NASA launches its first Space Probe ‘Lucy’ to uncover secrets behind the origins of Solar System

In a quest to secure answers to the ever-bewildering and intriguingly vague mystery on the ‘Origination of the Solar System’- NASA launched its first-ever Space Probe ‘ Lucy’ to study Jupiter's Trojan asteroids.



NASA’s Lucy mission, the agency’s first to Jupiter’s Trojan asteroids, launched at 5:34 a.m. EDT Saturday on a United Launch Alliance (ULA) Atlas V rocket from Space Launch Complex 41 at Cape Canaveral Space Force Station in Florida.

‘Lucy’ will spend the next 12 years studying the asteroids near the planet Jupiter, making it the agency’s first single spacecraft mission in history to explore so many different asteroids. These asteroids are thought to have originated in the early days of the Solar System’s formation and are still made up of their original matter whereas the planets have continued to evolve over the years.
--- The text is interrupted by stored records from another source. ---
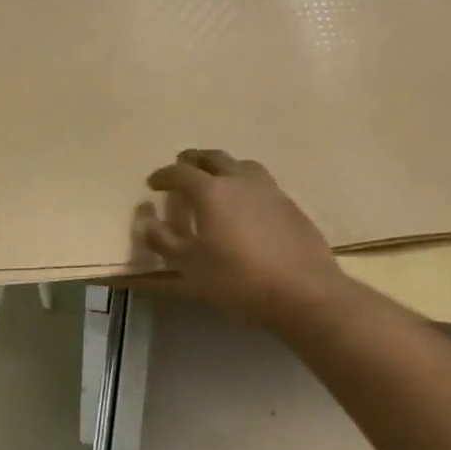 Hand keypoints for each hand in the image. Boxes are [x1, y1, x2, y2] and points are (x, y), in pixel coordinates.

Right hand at [134, 150, 344, 328]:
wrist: (303, 291)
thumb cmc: (237, 279)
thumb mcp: (190, 265)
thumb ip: (164, 241)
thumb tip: (147, 222)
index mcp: (211, 191)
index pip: (180, 173)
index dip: (164, 176)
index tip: (153, 183)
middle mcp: (240, 180)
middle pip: (213, 158)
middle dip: (194, 160)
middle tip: (183, 168)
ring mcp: (270, 190)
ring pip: (242, 165)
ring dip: (224, 167)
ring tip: (217, 180)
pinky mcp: (291, 206)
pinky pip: (263, 184)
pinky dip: (246, 185)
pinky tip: (247, 205) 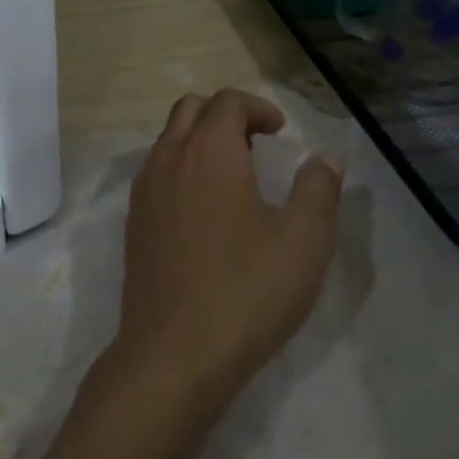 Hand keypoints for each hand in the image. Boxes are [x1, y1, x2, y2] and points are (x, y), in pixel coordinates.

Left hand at [112, 90, 343, 412]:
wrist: (173, 355)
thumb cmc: (245, 291)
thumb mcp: (303, 241)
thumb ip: (318, 190)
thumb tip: (324, 160)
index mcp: (209, 152)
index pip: (227, 102)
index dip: (257, 107)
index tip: (281, 132)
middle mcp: (169, 160)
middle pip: (190, 110)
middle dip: (224, 116)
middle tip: (256, 145)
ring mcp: (144, 192)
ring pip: (168, 141)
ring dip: (199, 142)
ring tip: (234, 178)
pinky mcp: (134, 225)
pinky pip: (156, 174)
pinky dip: (181, 170)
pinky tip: (205, 213) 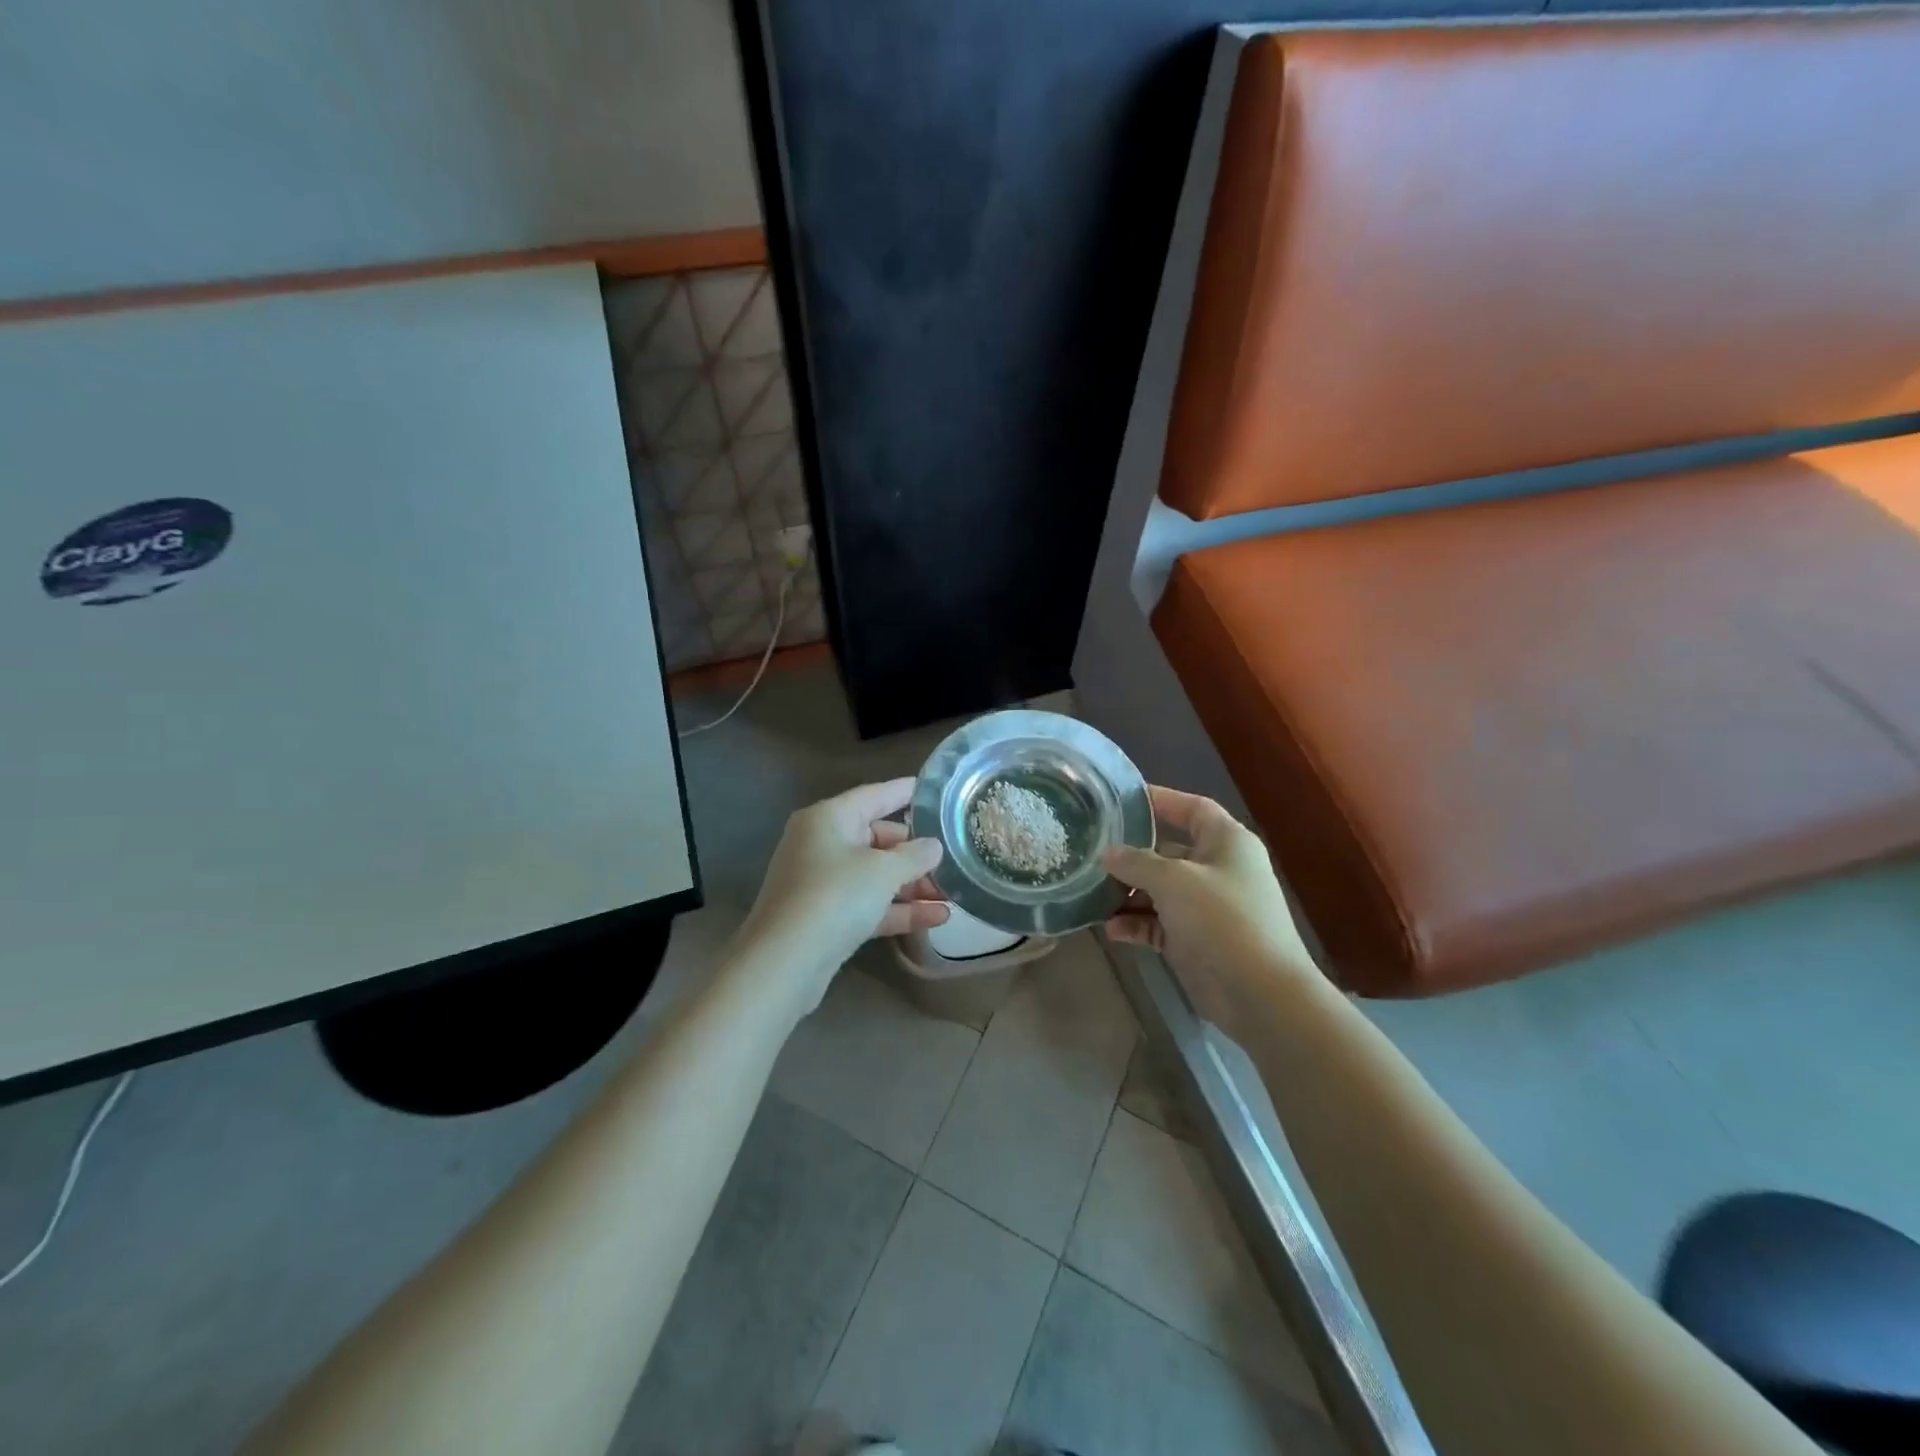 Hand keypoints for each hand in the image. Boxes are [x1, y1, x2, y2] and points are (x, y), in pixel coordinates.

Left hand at [734, 778, 949, 1014]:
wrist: (784, 964)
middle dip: (916, 851)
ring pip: (875, 875)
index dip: (907, 792)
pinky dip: (898, 909)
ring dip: (912, 884)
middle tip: (953, 856)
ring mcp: (821, 882)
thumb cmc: (834, 897)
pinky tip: (937, 918)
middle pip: (877, 837)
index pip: (875, 795)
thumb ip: (914, 855)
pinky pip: (868, 904)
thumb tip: (933, 846)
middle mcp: (821, 843)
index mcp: (828, 818)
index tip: (937, 791)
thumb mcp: (883, 871)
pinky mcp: (826, 917)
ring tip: (953, 893)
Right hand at [1102, 787, 1316, 1027]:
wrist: (1260, 993)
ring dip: (1128, 893)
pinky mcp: (1195, 940)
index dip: (1159, 800)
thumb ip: (1136, 862)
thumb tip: (1107, 853)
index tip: (1118, 800)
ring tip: (1092, 894)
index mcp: (1226, 842)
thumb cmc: (1222, 919)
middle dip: (1131, 854)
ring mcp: (1206, 906)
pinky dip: (1136, 924)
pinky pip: (1159, 923)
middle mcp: (1217, 869)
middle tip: (1091, 851)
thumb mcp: (1174, 880)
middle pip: (1168, 850)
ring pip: (1159, 889)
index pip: (1191, 808)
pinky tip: (1111, 930)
Thus Lucy will investigate these “fossils” of planetary formation up close during its journey in the hope to uncover the hidden secrets behind our existence.

Believed to be rich in carbon compounds, the asteroids may even provide new insights into the origin of organic materials and life on Earth, NASA said.

“Lucy embodies NASA’s enduring quest to push out into the cosmos for the sake of exploration and science, to better understand the universe and our place within it,” said NASA Administrator Bill Nelson. “I can’t wait to see what mysteries the mission uncovers!”

About an hour after launch, Lucy separated from the second stage of the ULA Atlas V 401 rocket. It unfurled its massive solar arrays, each one with a diameter of more than seven meters. The enormous size of these panels gives Lucy the sufficient energy needed to penetrate deeper into our Solar System than any other previous space probe.


Lucy's first encounter will be in 2025 with the asteroid, Donaldjohanson, in the Main Belt, between Mars and Jupiter. The body is named for the discoverer of the Lucy fossil.

Between 2027 and 2033, it will encounter seven Trojan asteroids -- five in the swarm that leads to Jupiter, and two in the swarm that trails the gas giant.

To observe Seven asteroids, Lucy has been structured for some complex flight manoeuvres. Following a route that circles back to Earth three times for gravitational assists before launching itself deeper into space, it will be the first spacecraft ever to return to Earth's vicinity from the outer solar system, according to NASA.